Terceiro, Trump terá menos obstáculos, pois contará com maioria no Senado, na Câmara e no Supremo Tribunal.

Quarto, e talvez o mais dramático dos fatores, é a recente decisão da Suprema Corte Americana de julho de 2024 que presume imunidade criminal para o Presidente dos EUA em ações oficiais de governo – decisão essa que oferece uma enorme latitude para eventuais ações de Trump, mesmo ilegais como perseguição de rivais políticos.

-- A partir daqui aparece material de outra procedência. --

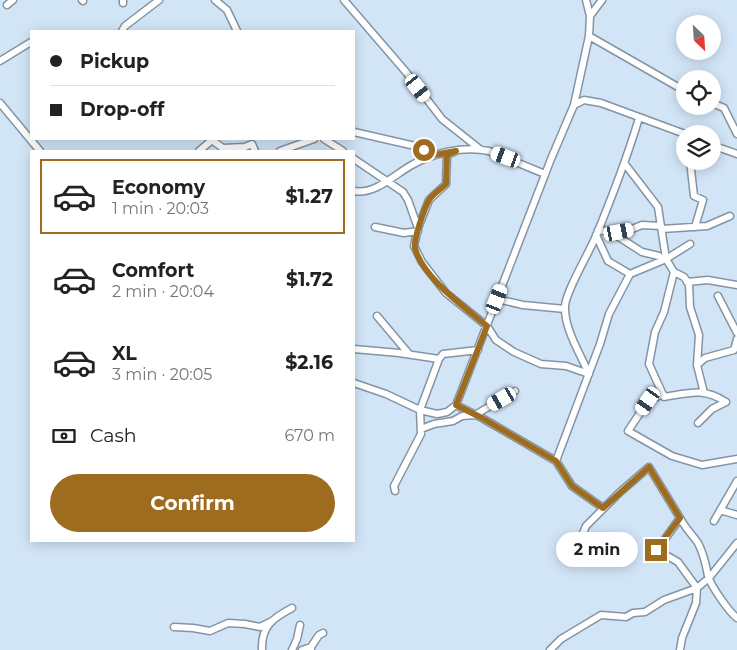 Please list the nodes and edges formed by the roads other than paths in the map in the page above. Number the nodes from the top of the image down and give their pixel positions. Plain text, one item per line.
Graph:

Descrito o contexto, outra maneira de tentar prever como será um segundo governo Trump reside nas promessas de campanha. Em seu primeiro mandato, o então presidente Trump buscou implementar quase todas as suas promessas, mesmo as mais controvertidas. Nesse sentido, destacam-se as seguintes promessas de sua presente campanha:

Economia

No campo da economia, Trump prometeu reduzir de 21% para 15% o imposto corporativo, bem como um expressivo corte de gastos federais (ainda que não tenha especificado os programas mais atingidos).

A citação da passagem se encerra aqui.